J’avais identifié ces cibles parce que n’ayant pas de force de vente sur le terrain, il n’était pas
question que j’aille voir des particuliers pour leur vendre quelques cartons de l’huile. Il semblait
beaucoup plus logique et efficient d’aller voir des chaînes d’hôtels et de restaurants pour négocier
avec les services centraux et ensuite vendre à tous les hôtels et restaurants. Je me suis rendu compte
que ces clients s’adressaient à des grossistes qui vendaient toutes sortes de boissons: eau, sodas,
café, thé, huiles etc. Mais l’huile d’olive c’est un produit particulier, ce n’est pas de, ce n’est pas
du café, c’est tout autre chose qui nécessite une expertise bien particulière! Alors, je suis allé
convaincre des décideurs nationaux des chaînes d’hôtels qui m’ont au moins prêté leur nom pour
que j’aille voir ensuite les directeurs d’établissements dans les différents sites d’implantation. Et,
ça a commencé comme ça ! Mes premiers clients ont été des hôtels appartenant à des chaînes, mon
tout premier client était la chaîne d’hôtels Ibis.
Au début, j’ai démarré tout seul, dans un très vieil appartement de la ville de Fès.
C’était très amusant car l’escalier était très étroit, en voûte, il fallait monter les cartons.
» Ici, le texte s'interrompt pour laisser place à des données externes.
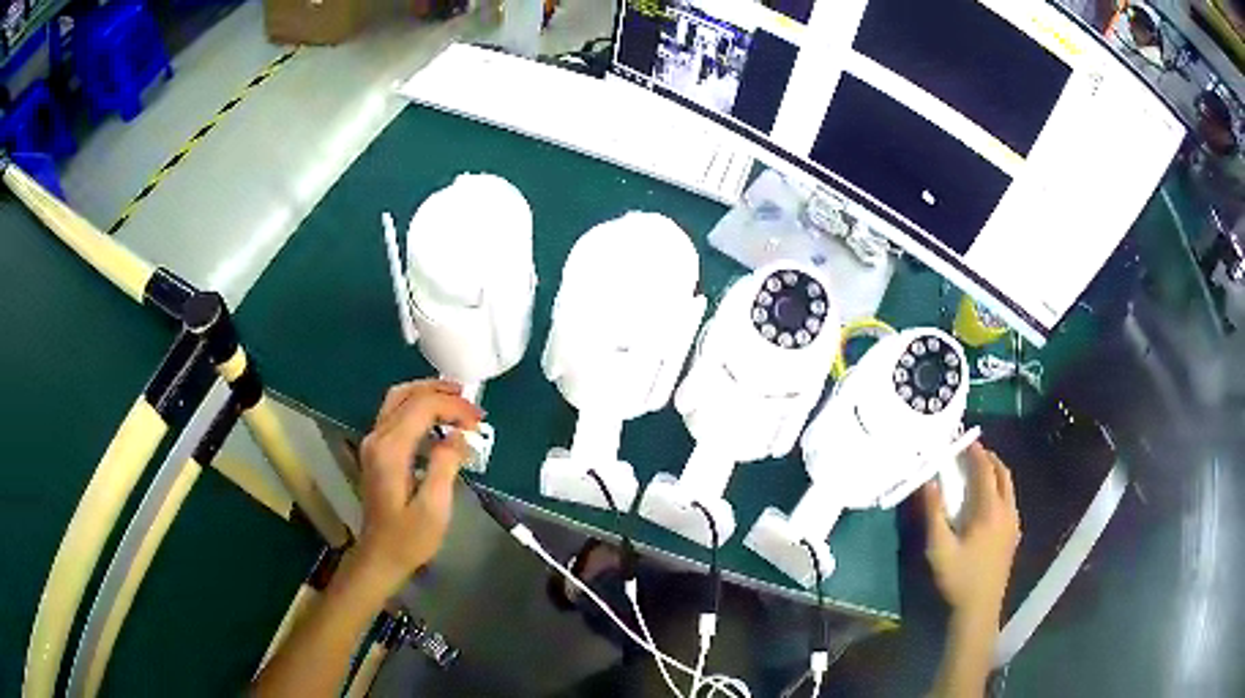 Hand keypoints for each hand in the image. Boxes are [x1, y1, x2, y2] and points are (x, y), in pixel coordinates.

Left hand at [356, 379, 482, 593]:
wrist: (381, 556)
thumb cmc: (409, 538)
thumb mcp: (434, 507)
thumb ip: (446, 464)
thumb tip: (461, 435)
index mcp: (391, 450)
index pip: (422, 407)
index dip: (453, 407)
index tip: (480, 421)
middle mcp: (377, 438)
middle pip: (406, 395)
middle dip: (441, 393)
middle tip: (472, 403)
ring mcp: (373, 443)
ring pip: (398, 399)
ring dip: (428, 395)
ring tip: (458, 402)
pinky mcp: (376, 451)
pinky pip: (396, 414)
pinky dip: (419, 407)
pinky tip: (439, 420)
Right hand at [921, 442, 1020, 624]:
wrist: (979, 609)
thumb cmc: (958, 578)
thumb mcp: (938, 548)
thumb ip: (933, 512)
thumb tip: (928, 480)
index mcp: (989, 510)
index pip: (985, 470)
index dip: (975, 452)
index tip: (964, 439)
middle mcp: (1007, 510)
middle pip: (1003, 473)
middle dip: (989, 458)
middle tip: (972, 452)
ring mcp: (1013, 523)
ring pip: (1009, 487)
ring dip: (996, 473)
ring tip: (979, 471)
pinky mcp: (1013, 535)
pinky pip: (1010, 500)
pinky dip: (1000, 489)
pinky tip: (987, 502) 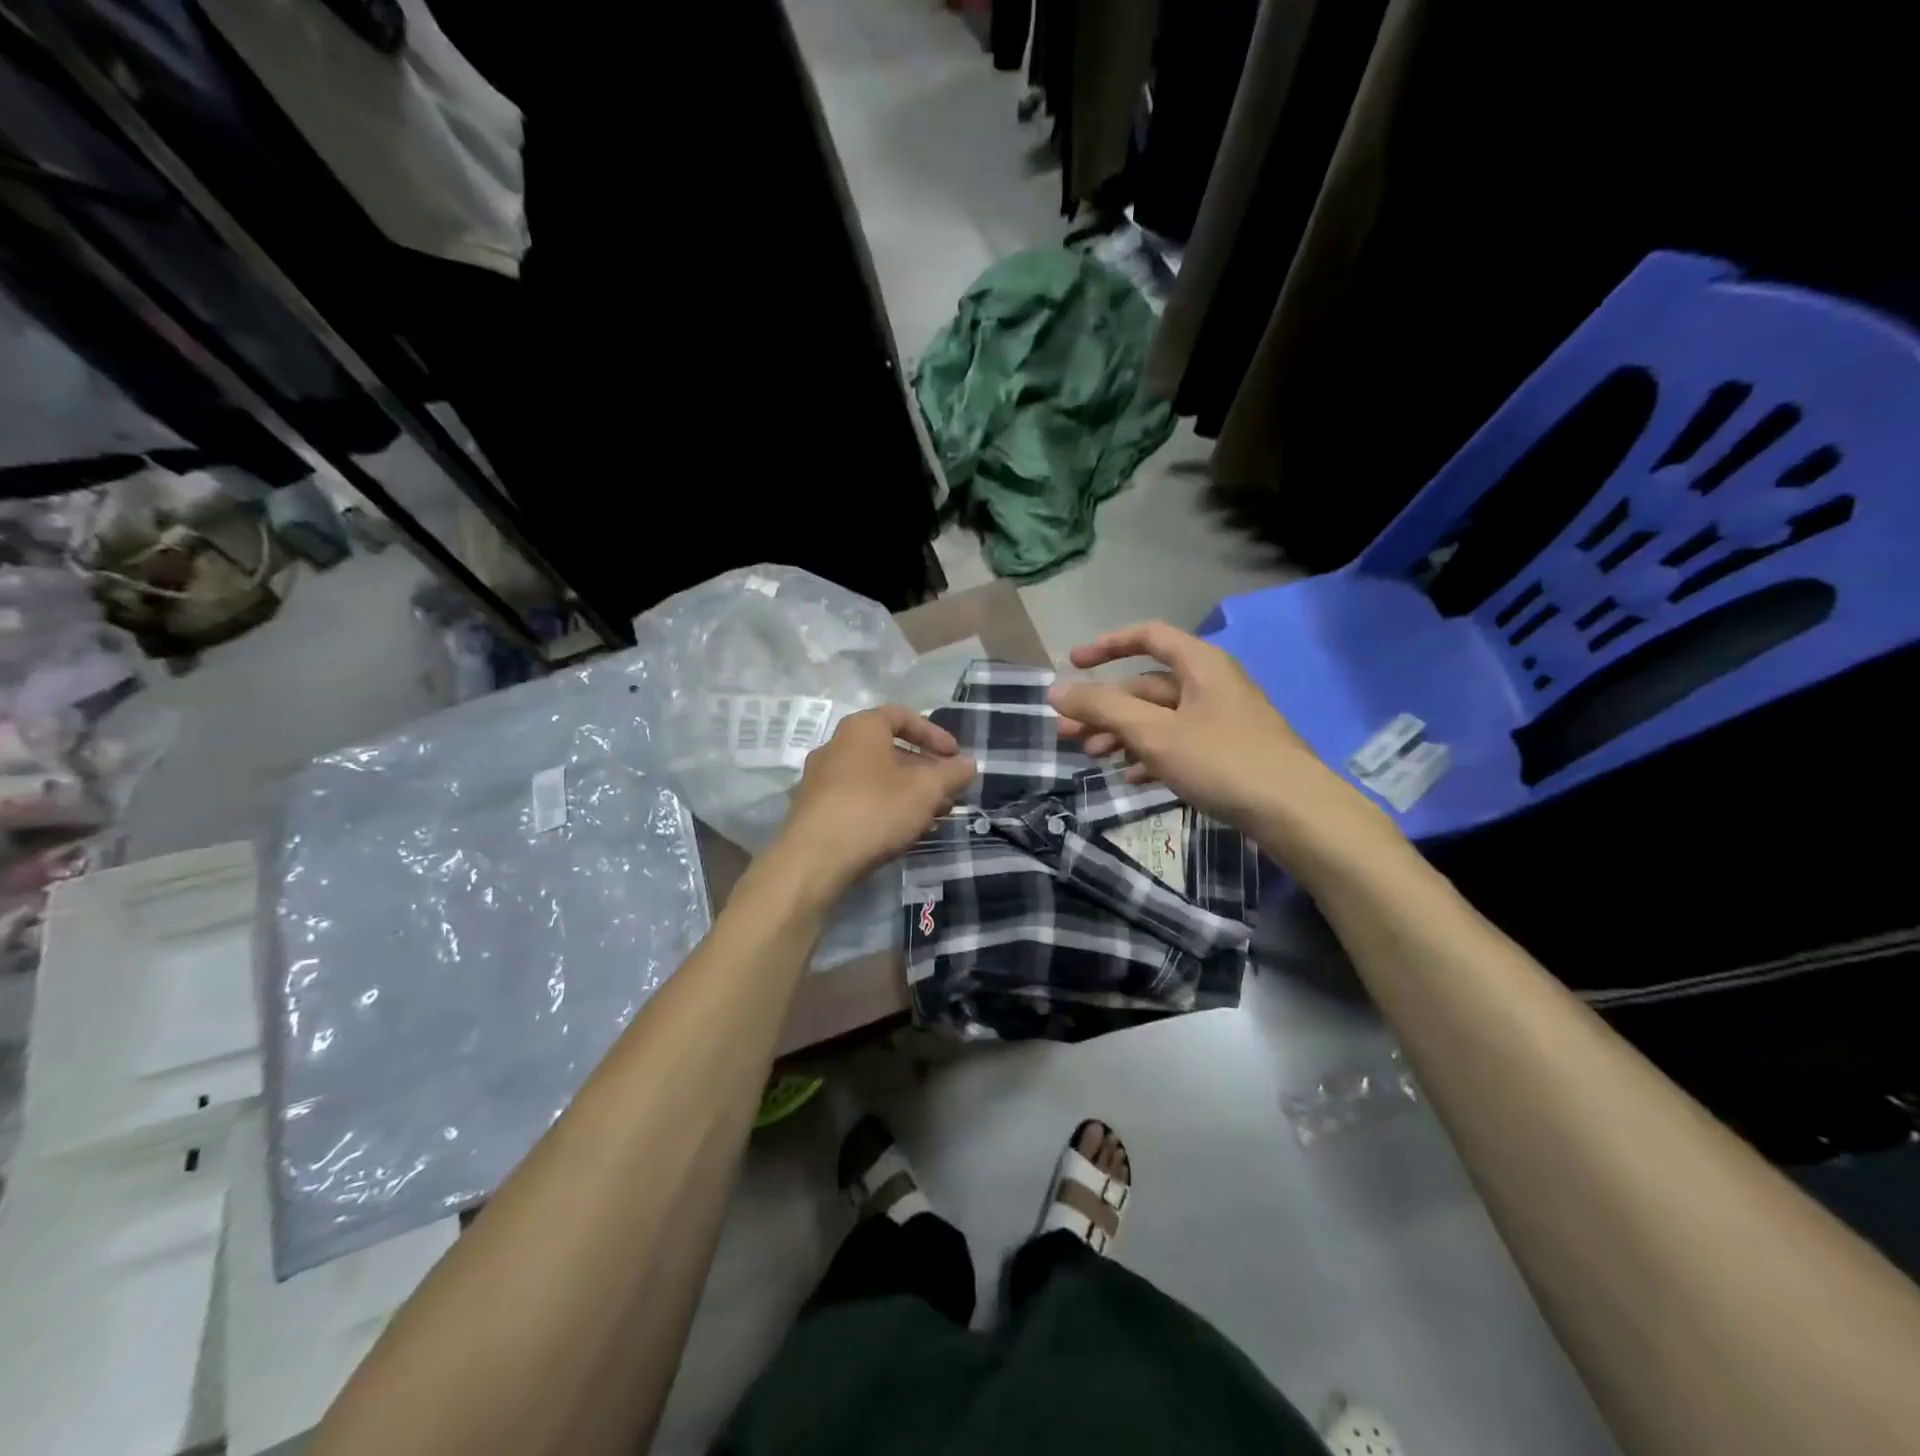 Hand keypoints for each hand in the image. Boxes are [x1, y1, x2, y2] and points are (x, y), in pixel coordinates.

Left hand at [772, 705, 975, 897]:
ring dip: (907, 791)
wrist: (814, 859)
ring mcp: (821, 778)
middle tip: (947, 791)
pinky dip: (884, 806)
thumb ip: (952, 773)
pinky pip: (858, 798)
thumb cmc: (875, 809)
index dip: (934, 734)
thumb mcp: (926, 790)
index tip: (955, 756)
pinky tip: (901, 831)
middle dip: (924, 769)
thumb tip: (969, 763)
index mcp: (861, 728)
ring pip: (875, 776)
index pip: (902, 716)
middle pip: (889, 749)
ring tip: (931, 816)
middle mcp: (836, 745)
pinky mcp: (815, 809)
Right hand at [1048, 622, 1396, 876]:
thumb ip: (1103, 708)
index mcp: (1201, 665)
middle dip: (1104, 708)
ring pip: (1159, 718)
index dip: (1106, 646)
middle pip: (1146, 686)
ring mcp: (1221, 721)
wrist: (1296, 813)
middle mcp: (1211, 685)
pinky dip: (1150, 755)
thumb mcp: (1155, 733)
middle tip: (1066, 734)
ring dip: (1122, 734)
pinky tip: (1130, 777)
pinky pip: (1177, 744)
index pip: (1148, 636)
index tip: (1072, 664)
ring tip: (1093, 757)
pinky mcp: (1227, 753)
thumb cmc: (1223, 761)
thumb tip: (1055, 690) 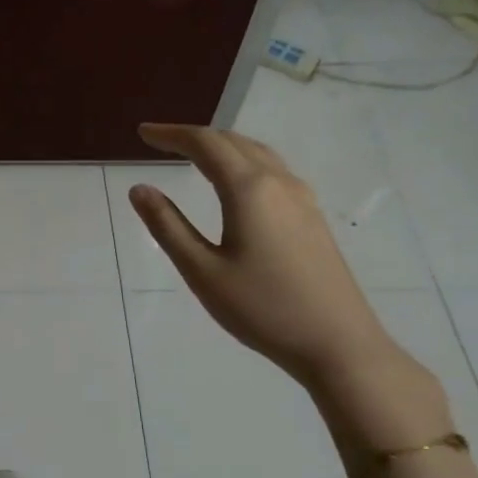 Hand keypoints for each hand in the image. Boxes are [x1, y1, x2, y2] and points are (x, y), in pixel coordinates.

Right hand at [129, 123, 403, 390]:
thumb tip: (139, 189)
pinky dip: (243, 162)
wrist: (338, 344)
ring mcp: (302, 199)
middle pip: (233, 141)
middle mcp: (278, 183)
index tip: (142, 133)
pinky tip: (235, 183)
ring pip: (257, 153)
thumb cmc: (262, 309)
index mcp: (249, 189)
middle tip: (160, 142)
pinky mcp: (312, 217)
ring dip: (222, 146)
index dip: (171, 134)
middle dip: (194, 137)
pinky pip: (273, 171)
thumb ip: (168, 226)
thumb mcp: (202, 270)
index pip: (205, 144)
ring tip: (193, 155) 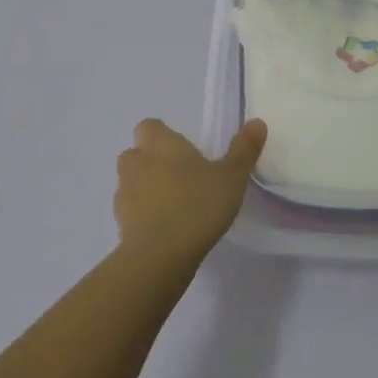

Dans les
premiers mois, il n’y en avait pas beaucoup et puis, au bout d’un moment, il y avait plus de cartons
que d’affaires à moi dans l’appartement et c’était plus moi qui logeais l’entreprise mais l’entreprise
qui me logeait parce que des cartons, il y en avait même dans ma baignoire, il y en avait de
partout!».

TAF :

1- Comment expliquez-vous le déclenchement du processus de création d’entreprise dans le


cas de Manssour? Quels sont les événements qui l’amènent à envisager (à désirer) une
création d’entreprise?
2- Comment définissez-vous le profil entrepreneurial de Manssour? Quelles caractéristiques
clés avez-vous identifiées chez lui?
3- Quelles sont les forces et les faiblesses de Manssour, telles qu’elles vous apparaissent?
4- Comment expliquez-vous l’engagement quasiment irréversible de Manssour dans le
processus ? Quelles décisions et ou actions l’ont conduit à cet engagement?
5- D’après vous, est-ce le bon moment de devenir entrepreneur pour Manssour? Est-ce la
bonne situation entrepreneuriale? Comment jugez-vous le niveau d’adéquation entre Rémi
et son projet?
6- D’une manière générale, comment aborderiez-vous cette série de questions relatives au
comportement entrepreneurial : Quand, Où et Comment devenir entrepreneur?